Tentunya, perjalanan merintis usaha ngga selalu mudah. Pasti ada rintangan yang harus di hadapi. Begitupun dengan Nunik, dulu waktu awal merintis lapaknya langsung ramai. "Alhamdulillah, awal merintis ini langsung ramai. Karena dulu masih belum ada saingannya," ujar Nunik. Saat itu lokasi dan keunikan produk menjadi keunggulan tersendiri. Bisa juga dibilang, lokasi tenda Nunik ini strategis.
Namun seiring waktu, saingan mulai bermunculan. Belum lagi cuaca yang tak bisa ditebak. Hujan menjadi salah satu tantangan terbesar karena membuat minat masyarakat menurun untuk membeli minuman dingin. "Kalau hujan, ya sepi, paling laku sedikit itu pun kelapa butiran ini, kadang juga malah libur," ceritanya.
Puncak tantangan datang saat pandemi Covid-19 melanda. Padahal sebelum pandemi, ia bercerita kalau suksesnya degan ini hingga membuka cabang baru di depan UAD 5. Tentunya dimulai dari tenda kecil ini, hingga bisa buka cabang dan menggaji karyawan. Semua itu hilang dalam sekejap karena dampak dari pandemi ini sehingga membuat tenda harus ditutup. "Ya, setelah covid itu langsung menurun drastis pemasukannya" ujar Nunik.
Ia sempat menghentikan aktivitas dagang cukup lama karena kondisi tidak memungkinkan. Namun bukan Nunik namanya jika menyerah begitu saja. Ia dengan sabar menerima cobaan yang tidak terduga ini. Padahal, usaha degan ini termasuk sumber mata pencaharian yang pertama. Untungnya, ia bisa mengandalkan biaya sewa dari kontrakan yang ngga menentu itu.
Bukan hanya sebagai pelaku usaha saja, Nunik juga potret wanita di sektor UMKM. Di balik kesederhanannya, tersimpan kekuatan yang besar: kemampuan untuk bertahan di tengah badai kehidupan.

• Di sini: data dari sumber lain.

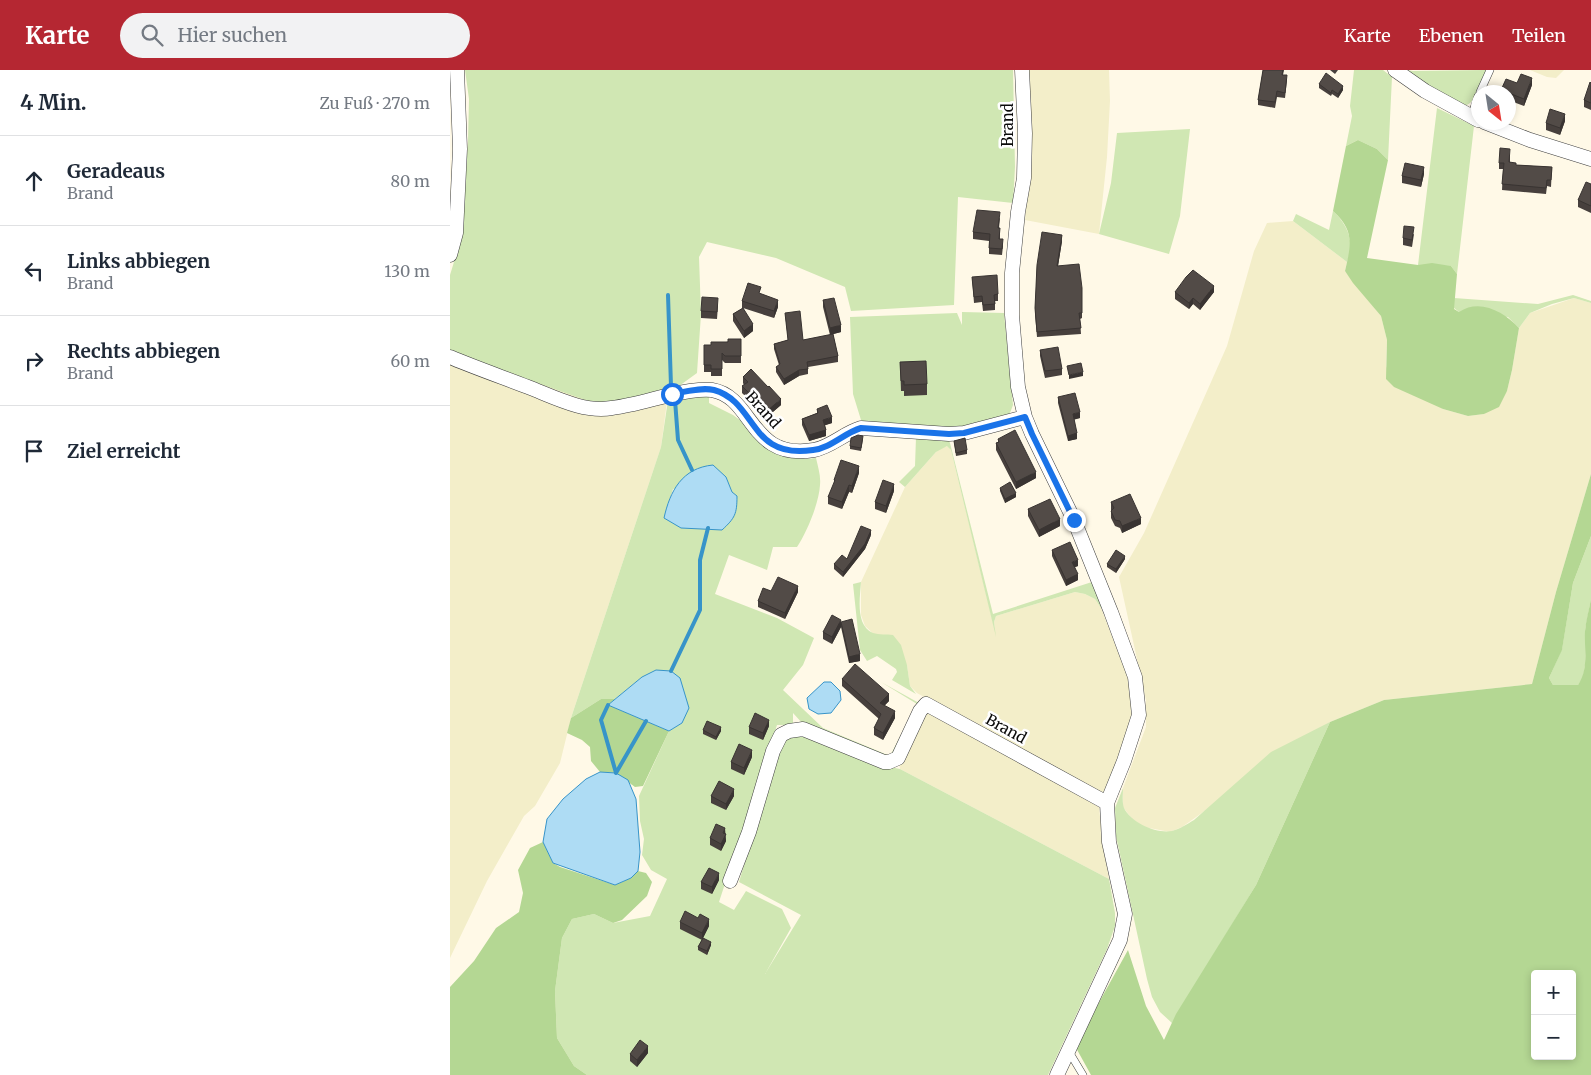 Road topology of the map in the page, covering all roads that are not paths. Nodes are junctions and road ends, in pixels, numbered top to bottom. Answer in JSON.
{"nodes":[{"id":1,"x":458,"y":70,"type":"edge"},
{"id":2,"x":1022,"y":70,"type":"edge"},
{"id":3,"x":1395,"y":70,"type":"edge"},
{"id":4,"x":1490,"y":70,"type":"edge"},
{"id":5,"x":1483,"y":85,"type":"edge"},
{"id":6,"x":1471,"y":116,"type":"edge"},
{"id":7,"x":1504,"y":130,"type":"edge"},
{"id":8,"x":1591,"y":159,"type":"edge"},
{"id":9,"x":450,"y":254,"type":"edge"},
{"id":10,"x":450,"y":357,"type":"edge"},
{"id":11,"x":1025,"y":417,"type":"junction"},
{"id":12,"x":1107,"y":803,"type":"junction"},
{"id":13,"x":730,"y":881,"type":"dead end"},
{"id":14,"x":1068,"y":1050,"type":"junction"},
{"id":15,"x":1057,"y":1075,"type":"edge"},
{"id":16,"x":1083,"y":1075,"type":"edge"}],
"edges":[{"from":1,"to":9,"type":"street"},
{"from":2,"to":11,"type":"street","name":"Brand"},
{"from":3,"to":6,"type":"street"},
{"from":4,"to":5,"type":"lane"},
{"from":7,"to":8,"type":"street"},
{"from":10,"to":11,"type":"street","name":"Brand"},
{"from":11,"to":12,"type":"street","name":"Brand"},
{"from":12,"to":13,"type":"street","name":"Brand"},
{"from":12,"to":14,"type":"street","name":"Brand"},
{"from":14,"to":15,"type":"street"},
{"from":14,"to":16,"type":"lane"}]}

Ia tidak menggunakan media sosial untuk promosi. Tidak ada QRIS di lapaknya. Semua berjalan dengan cara konvensional. Tapi justru itu yang membuat usahanya terasa otentik.

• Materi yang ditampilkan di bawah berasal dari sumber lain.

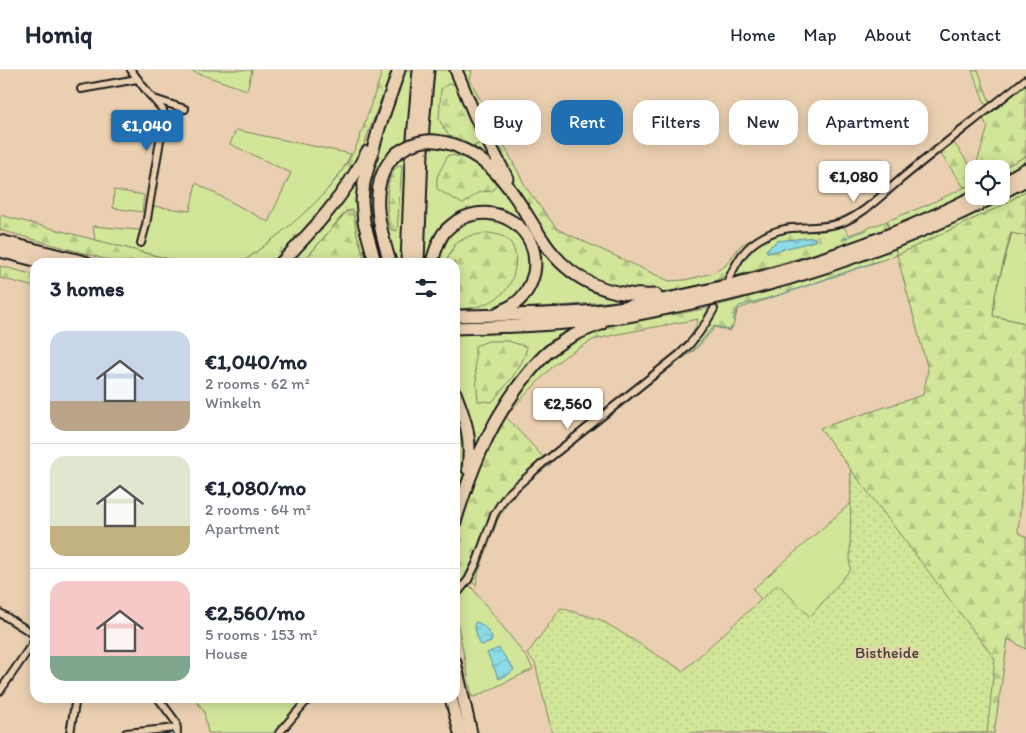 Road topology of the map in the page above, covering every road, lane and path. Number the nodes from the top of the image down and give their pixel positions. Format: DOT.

Yang menarik, meski pernah mengalami masa-masa sulit, ia tetap tidak berpikir untuk beralih ke usaha lain. Ia percaya bahwa dengan kesabaran dan keuletan, usaha ini akan tetap bisa menghidupi keluarganya.Â
Kisah Nunik membuktikan bahwa UMKM bukan hanya soal penghasilan atau pertumbuhan bisnis, tapi juga tentang nilai kehidupan. Dalam satu gelas degan yang ia suguhkan, ada kerja keras, kesetiaan pada jalan hidup, dan cinta pada keluarga.
Kini, di tengah derasnya arus digitalisasi dan modernisasi bisnis, Â Nunik tetap bertahan dengan caranya sendiri. Tanpa teknologi canggih, ia membangun usahanya di atas dasar paling kuat: kepercayaan dan ketekunan
Bagi saya, kisah seperti inilah yang layak disorot. Bukan hanya karena lamanya berdagang, tapi karena semangat yang tidak padam meski diterpa banyak cobaan. Ia tidak membutuhkan panggung besar. Cukup meja kayu sederhana dan kelapa muda segar yang setia menemaninya setiap hari.